Can reproduce in working in a running Ray cluster, so it’s not due to ray cluster start up.

I tracked the worker IDs for each task and all workers are created in the first run, which takes time. Subsequent runs are scheduled to those workers so they don’t need start up cost.

import ray
import time
import numpy as np

ray.init()

timer = []

@ray.remote
def ray_function(matrix):
    matrix.std()
    return ray.get_runtime_context().get_worker_id()

large_matrix = np.random.rand(100, 100, 100)

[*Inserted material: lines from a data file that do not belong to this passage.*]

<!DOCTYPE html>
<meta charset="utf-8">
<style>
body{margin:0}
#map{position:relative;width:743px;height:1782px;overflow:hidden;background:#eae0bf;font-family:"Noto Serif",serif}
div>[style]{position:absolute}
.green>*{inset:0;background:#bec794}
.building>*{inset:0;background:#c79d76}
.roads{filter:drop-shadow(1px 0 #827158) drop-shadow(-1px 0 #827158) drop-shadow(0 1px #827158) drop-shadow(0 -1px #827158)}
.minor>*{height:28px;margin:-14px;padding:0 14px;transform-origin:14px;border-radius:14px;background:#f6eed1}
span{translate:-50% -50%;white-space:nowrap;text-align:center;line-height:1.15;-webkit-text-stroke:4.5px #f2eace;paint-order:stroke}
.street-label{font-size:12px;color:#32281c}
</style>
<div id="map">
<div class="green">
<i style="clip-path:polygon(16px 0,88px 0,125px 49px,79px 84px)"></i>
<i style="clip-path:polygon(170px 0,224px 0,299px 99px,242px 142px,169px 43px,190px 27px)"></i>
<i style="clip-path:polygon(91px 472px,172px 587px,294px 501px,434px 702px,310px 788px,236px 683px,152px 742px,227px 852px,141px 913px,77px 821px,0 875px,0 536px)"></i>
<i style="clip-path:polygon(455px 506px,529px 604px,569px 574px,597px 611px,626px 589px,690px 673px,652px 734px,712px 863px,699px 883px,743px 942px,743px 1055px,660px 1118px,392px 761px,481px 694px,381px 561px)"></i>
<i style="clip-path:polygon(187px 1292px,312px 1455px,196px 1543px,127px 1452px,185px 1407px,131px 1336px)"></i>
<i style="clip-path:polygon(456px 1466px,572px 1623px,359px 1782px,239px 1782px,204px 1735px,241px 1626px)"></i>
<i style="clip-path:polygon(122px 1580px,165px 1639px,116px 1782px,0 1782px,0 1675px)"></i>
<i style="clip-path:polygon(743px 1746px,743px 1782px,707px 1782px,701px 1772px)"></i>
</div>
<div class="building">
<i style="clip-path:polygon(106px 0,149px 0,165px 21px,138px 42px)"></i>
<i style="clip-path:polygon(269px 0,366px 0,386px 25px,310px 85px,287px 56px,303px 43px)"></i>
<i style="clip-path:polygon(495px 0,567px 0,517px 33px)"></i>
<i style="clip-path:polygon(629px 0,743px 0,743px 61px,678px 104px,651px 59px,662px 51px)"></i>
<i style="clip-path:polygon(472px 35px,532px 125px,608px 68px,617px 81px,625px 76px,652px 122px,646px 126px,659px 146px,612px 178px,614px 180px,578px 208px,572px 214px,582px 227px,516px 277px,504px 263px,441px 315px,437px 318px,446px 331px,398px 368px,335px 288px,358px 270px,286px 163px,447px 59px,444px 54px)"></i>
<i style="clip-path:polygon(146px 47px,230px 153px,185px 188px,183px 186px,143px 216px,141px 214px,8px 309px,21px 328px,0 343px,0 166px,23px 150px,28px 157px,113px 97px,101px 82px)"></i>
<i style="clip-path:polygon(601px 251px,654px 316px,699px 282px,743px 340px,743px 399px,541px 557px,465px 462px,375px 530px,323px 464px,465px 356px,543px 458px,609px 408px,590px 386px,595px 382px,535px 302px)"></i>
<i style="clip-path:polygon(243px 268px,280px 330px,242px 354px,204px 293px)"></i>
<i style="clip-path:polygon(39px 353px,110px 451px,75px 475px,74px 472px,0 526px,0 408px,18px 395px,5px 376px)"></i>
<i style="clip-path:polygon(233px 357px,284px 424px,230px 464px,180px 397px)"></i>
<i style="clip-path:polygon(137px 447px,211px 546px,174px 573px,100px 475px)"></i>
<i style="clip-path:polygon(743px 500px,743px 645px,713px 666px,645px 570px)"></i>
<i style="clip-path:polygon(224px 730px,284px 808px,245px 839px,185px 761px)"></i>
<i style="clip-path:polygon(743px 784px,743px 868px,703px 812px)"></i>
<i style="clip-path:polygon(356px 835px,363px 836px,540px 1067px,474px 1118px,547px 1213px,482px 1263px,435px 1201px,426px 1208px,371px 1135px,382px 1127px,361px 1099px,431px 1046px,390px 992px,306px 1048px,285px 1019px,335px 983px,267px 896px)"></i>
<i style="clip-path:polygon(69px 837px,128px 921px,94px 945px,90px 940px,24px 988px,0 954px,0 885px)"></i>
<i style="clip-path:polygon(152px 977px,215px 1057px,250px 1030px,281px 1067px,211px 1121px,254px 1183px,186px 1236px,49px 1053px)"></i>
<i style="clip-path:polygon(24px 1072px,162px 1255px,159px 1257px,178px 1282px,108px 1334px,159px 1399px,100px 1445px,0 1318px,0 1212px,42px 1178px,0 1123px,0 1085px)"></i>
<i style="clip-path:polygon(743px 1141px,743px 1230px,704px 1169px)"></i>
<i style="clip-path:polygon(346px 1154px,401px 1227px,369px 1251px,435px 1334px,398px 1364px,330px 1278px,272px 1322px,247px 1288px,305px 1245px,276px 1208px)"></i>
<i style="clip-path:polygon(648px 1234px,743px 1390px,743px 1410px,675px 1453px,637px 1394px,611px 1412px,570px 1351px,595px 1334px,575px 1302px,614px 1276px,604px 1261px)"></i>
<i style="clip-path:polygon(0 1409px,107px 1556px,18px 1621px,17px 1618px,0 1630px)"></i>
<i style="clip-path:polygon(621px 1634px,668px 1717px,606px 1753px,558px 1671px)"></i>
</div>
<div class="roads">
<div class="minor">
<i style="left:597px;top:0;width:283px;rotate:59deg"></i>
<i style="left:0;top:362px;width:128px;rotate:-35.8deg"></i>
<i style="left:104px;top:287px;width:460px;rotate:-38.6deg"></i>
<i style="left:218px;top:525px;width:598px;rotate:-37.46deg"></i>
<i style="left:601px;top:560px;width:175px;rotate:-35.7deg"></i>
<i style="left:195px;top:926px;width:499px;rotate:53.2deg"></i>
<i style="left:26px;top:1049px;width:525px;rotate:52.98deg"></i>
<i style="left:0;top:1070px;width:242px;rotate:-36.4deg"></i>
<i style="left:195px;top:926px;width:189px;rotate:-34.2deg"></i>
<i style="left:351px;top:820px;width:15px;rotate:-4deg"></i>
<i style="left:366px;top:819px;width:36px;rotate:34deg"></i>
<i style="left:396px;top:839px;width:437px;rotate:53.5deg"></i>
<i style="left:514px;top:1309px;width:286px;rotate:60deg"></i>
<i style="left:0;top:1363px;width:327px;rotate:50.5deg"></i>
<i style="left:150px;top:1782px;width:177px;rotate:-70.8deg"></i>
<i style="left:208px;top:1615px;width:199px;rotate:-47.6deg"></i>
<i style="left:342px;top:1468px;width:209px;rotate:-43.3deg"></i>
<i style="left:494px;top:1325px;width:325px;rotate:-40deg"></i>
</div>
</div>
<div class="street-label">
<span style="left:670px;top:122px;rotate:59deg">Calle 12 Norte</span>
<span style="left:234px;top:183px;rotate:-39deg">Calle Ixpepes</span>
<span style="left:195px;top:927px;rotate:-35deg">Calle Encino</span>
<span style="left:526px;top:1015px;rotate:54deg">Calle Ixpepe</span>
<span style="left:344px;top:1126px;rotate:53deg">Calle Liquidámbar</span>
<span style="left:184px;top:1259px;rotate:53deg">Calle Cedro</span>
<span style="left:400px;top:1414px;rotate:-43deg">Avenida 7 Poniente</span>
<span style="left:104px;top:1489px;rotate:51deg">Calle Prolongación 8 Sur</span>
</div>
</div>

from collections import defaultdict

d = defaultdict(list)

for i in range(10):
    workers = []
    start_time = time.time()

    for work in range(15):
        workers.append(ray_function.remote(large_matrix))

    ws = ray.get(workers)
    for w in ws:
        d[w].append(i)

    timer.append(time.time() - start_time)

print(timer)
print(d)

result:

[1.2360892295837402, 0.025461196899414062, 0.031101465225219727, 0.03042149543762207, 0.030280590057373047, 0.030264854431152344, 0.032823801040649414, 0.030443429946899414, 0.024106264114379883, 0.022119998931884766]
and

defaultdict(<class 'list'>, {'dda54e6b5ade17dc14b3bb06e7f680971b4ae77a6d9f950b1613fa16': [0, 1, 1, 8, 8, 9, 9, 9], 'a8136969e2ae2aa6dd3b97b390e91284efd8804e0213f864e842243f': [0, 1, 7, 8, 8, 8, 9, 9], '4182eb5dcc94293f58e2a4d29b9e68075a53ca163c937420845d8a77': [0], '987a780e101441942325baa39228fe82b0df4e17cb2a360c1d99c182': [0], '96215c2a684c37837dac00d6533422f1efa5aa2eb62cbd207fdb6cf4': [0, 1, 1, 2, 2, 2, 3, 5, 6, 6, 6, 6, 7, 7, 7, 8, 8, 9, 9], '91163886c5f0672046c0c7f24e9869c9a6b3f1beb713f52d8f5b8d2f': [0, 1, 1, 2, 2, 2, 2, 3, 3, 3, 4, 4, 4, 4, 5, 5, 5, 5, 6, 6, 6, 7, 7, 7, 8, 8, 8, 9, 9], '40b46d4a5124eb5b024eac06ed46976083fa9ae3ca747ed0c537f1b5': [0, 1, 1, 2, 3, 3, 3, 3, 4, 4, 4, 4, 5, 5, 5, 5, 6, 6, 6, 6, 7, 7, 7, 8, 8, 9, 9], '9be59e947deca6d27850f1ac1bd9b0ad3577c09bc80796e5a95b78dc': [0], '9e74c44ea0e1d9155b750093025387b16cf66563d76fb8187d72d649': [0, 1, 1, 2, 2, 2, 2, 3, 3, 3, 3, 4, 4, 4, 4, 5, 5, 5, 7, 8, 8, 9, 9], 'a1f0e8baf7da47c5207176290ef3ebc558f022a308f65f6e48e094cb': [0, 1, 2, 2, 2, 3, 3, 3, 4, 4, 4, 5, 5, 5, 6, 6, 6, 6, 7, 7, 7, 7, 8, 9, 9], '8af06c9591e5447836891d525459726f63dfeb83f9665354b0ba870b': [0, 1], '77f58325becce44998976e9297dea3e22dd2496137af87db6179f287': [0], '372ea291fb2a57445d827d613df8004a4a7bf1137bc1383d5265d13b': [0, 1], 'c49a2b45f2506ad0ea6d2219c101ec1bfb0b539c589234946f0437b1': [0], 'e398dc04db8456d64fa4914b9304fe2dc56fcc414b5f3870515724aa': [0, 1]})

so this should be a one time cost. After the first round there are idle workers prepared for the second run and there are no perpetual delays.

I think that makes sense, thanks for sharing the observation.